(Data)

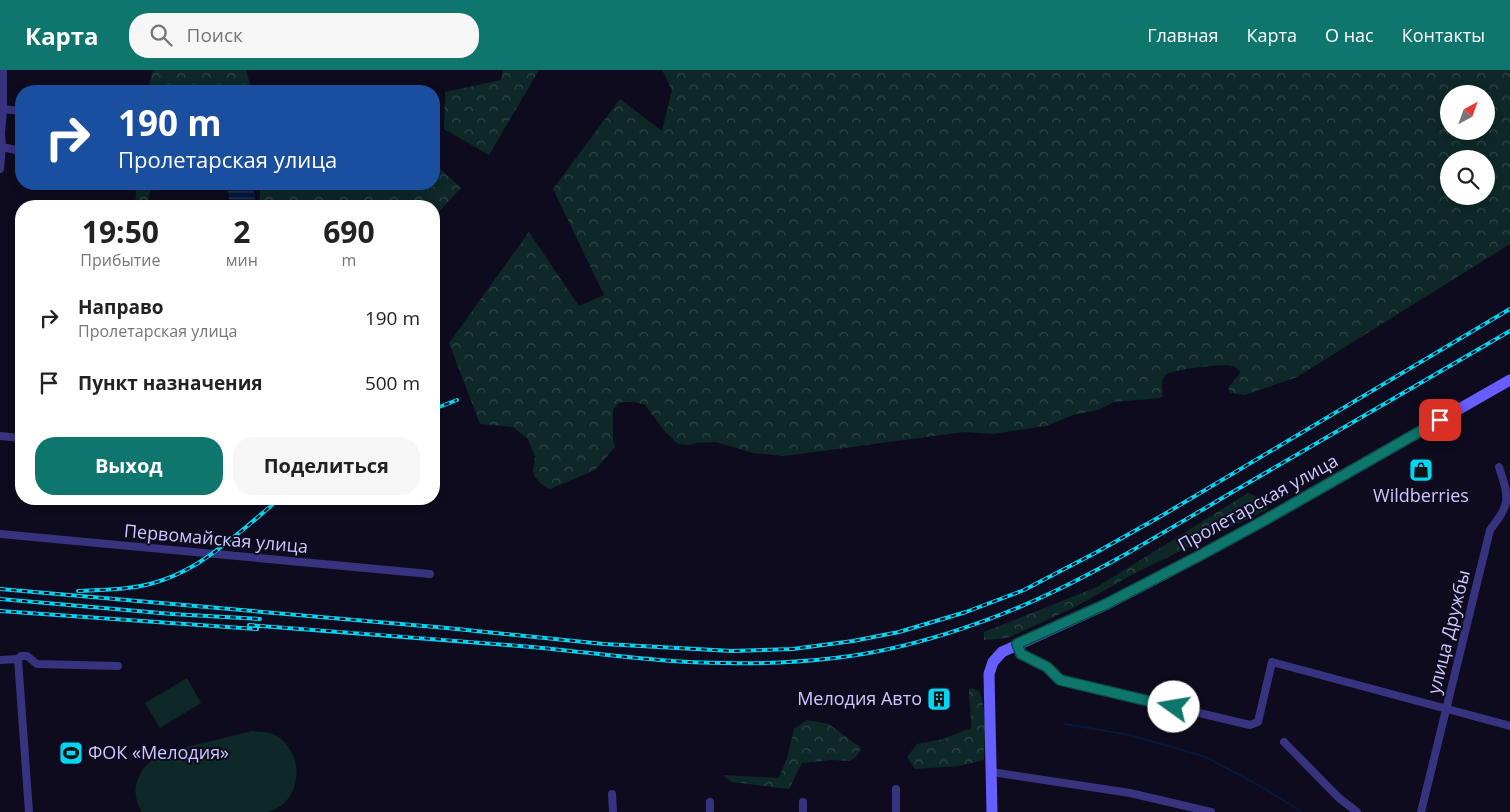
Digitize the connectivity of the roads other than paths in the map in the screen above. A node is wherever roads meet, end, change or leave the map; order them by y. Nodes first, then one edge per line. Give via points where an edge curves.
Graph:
1 (3, 70) edge
2 (3, 109) junction
3 (15, 110) edge
4 (0, 132) edge
5 (2, 147) junction
6 (15, 150) edge
7 (0, 169) edge
8 (1510, 380) edge
9 (0, 436) edge
10 (15, 437) edge
11 (1499, 467) dead end
12 (0, 534) edge
13 (430, 574) dead end
14 (1017, 644) junction
15 (0, 660) edge
16 (18, 660) junction
17 (118, 666) dead end
18 (1445, 708) junction
19 (1510, 726) edge
20 (1284, 742) dead end
21 (991, 772) junction
22 (896, 789) dead end
23 (612, 794) dead end
24 (710, 802) dead end
25 (803, 802) dead end
26 (29, 812) edge
27 (613, 812) edge
28 (710, 812) edge
29 (803, 812) edge
30 (896, 812) edge
31 (992, 812) edge
32 (1211, 812) edge
33 (1357, 812) edge
34 (1421, 812) edge

1 - 2 street
2 - 3 street
2 - 4 street
4 - 5 street
5 - 6 street
5 - 7 street
8 - 14 main road, Пролетарская улица via 1197,557 1104,605
9 - 10 street
11 - 18 street, улица Дружбы via 1509,493 1508,508 1490,530
12 - 13 street, Первомайская улица
14 - 18 street via 1021,654 1047,667 1060,680 1250,725 1258,722 1272,662
14 - 21 main road, Пролетарская улица via 998,655 989,674
15 - 16 street
16 - 17 street via 26,656 37,664
16 - 26 street
18 - 19 street
18 - 34 street, улица Дружбы
20 - 33 street
21 - 31 main road, Пролетарская улица
21 - 32 street via 1130,793
22 - 30 street
23 - 27 street
24 - 28 street
25 - 29 street

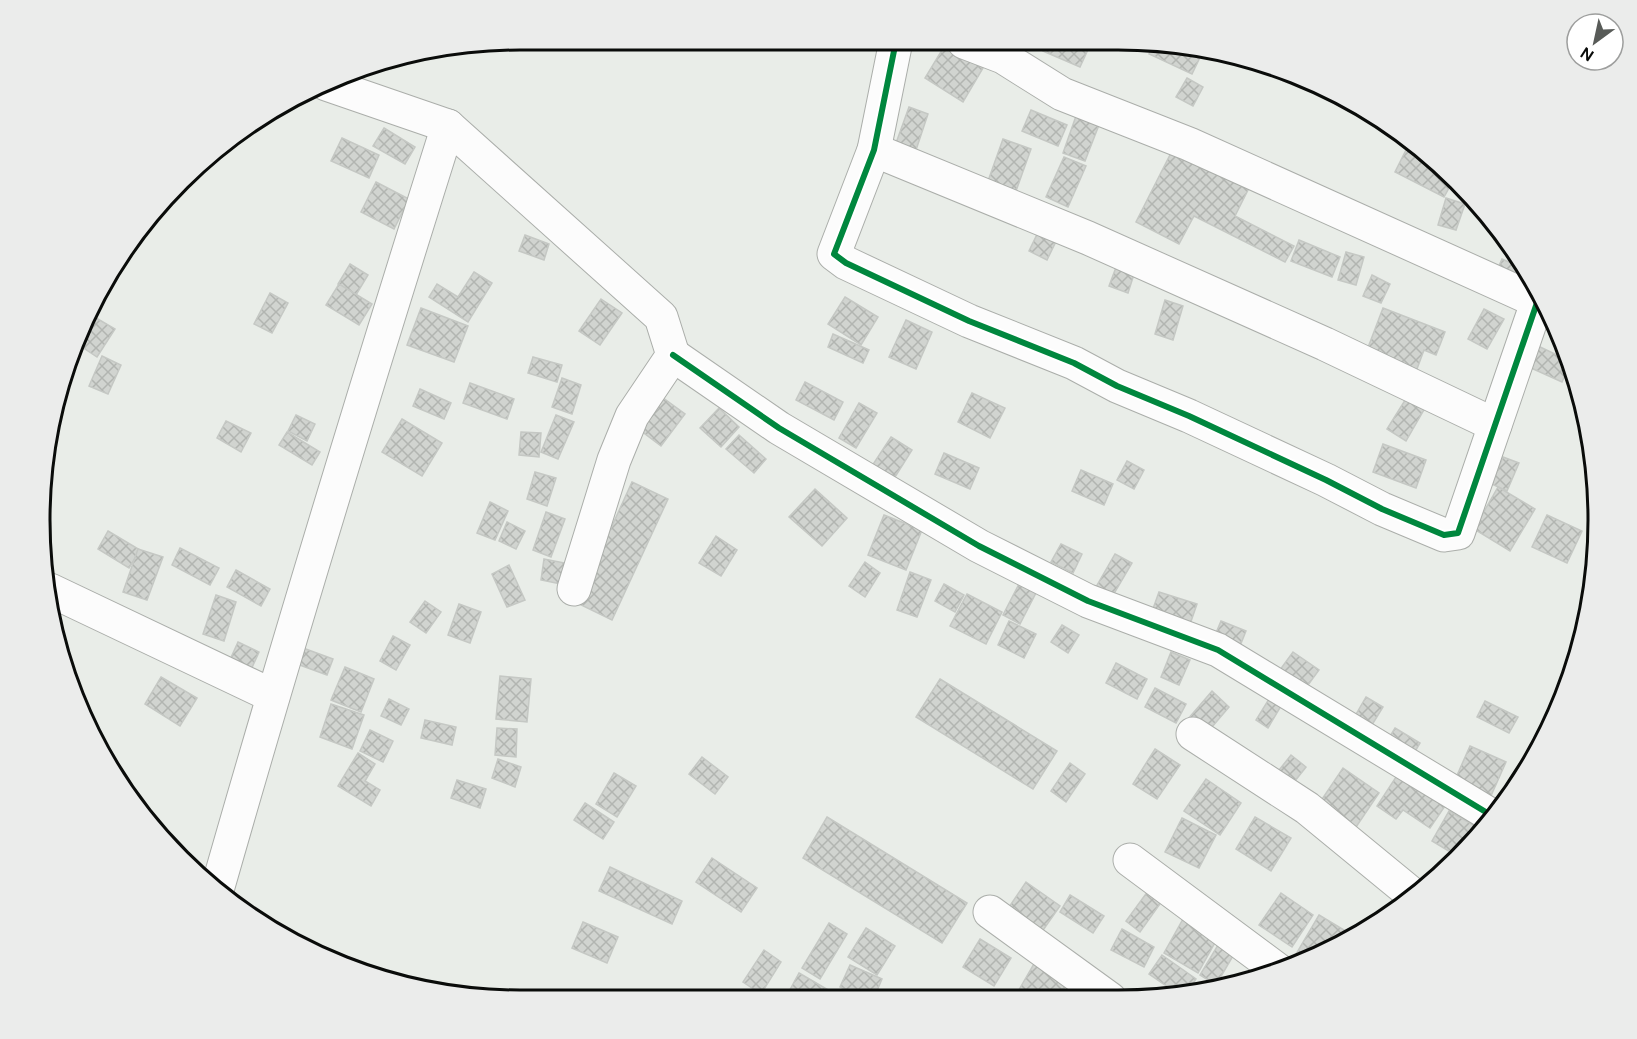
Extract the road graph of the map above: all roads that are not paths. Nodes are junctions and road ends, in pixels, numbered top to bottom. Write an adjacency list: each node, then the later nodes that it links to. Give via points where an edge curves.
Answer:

(End Data)

Exercise goal:
Where does the string "node" appear in the records above? Show every line that holds it.

Output:
Digitize the connectivity of the roads other than paths in the map in the screen above. A node is wherever roads meet, end, change or leave the map; order them by y. Nodes first, then one edge per line. Give via points where an edge curves.
Extract the road graph of the map above: all roads that are not paths. Nodes are junctions and road ends, in pixels, numbered top to bottom. Write an adjacency list: each node, then the later nodes that it links to. Give via points where an edge curves.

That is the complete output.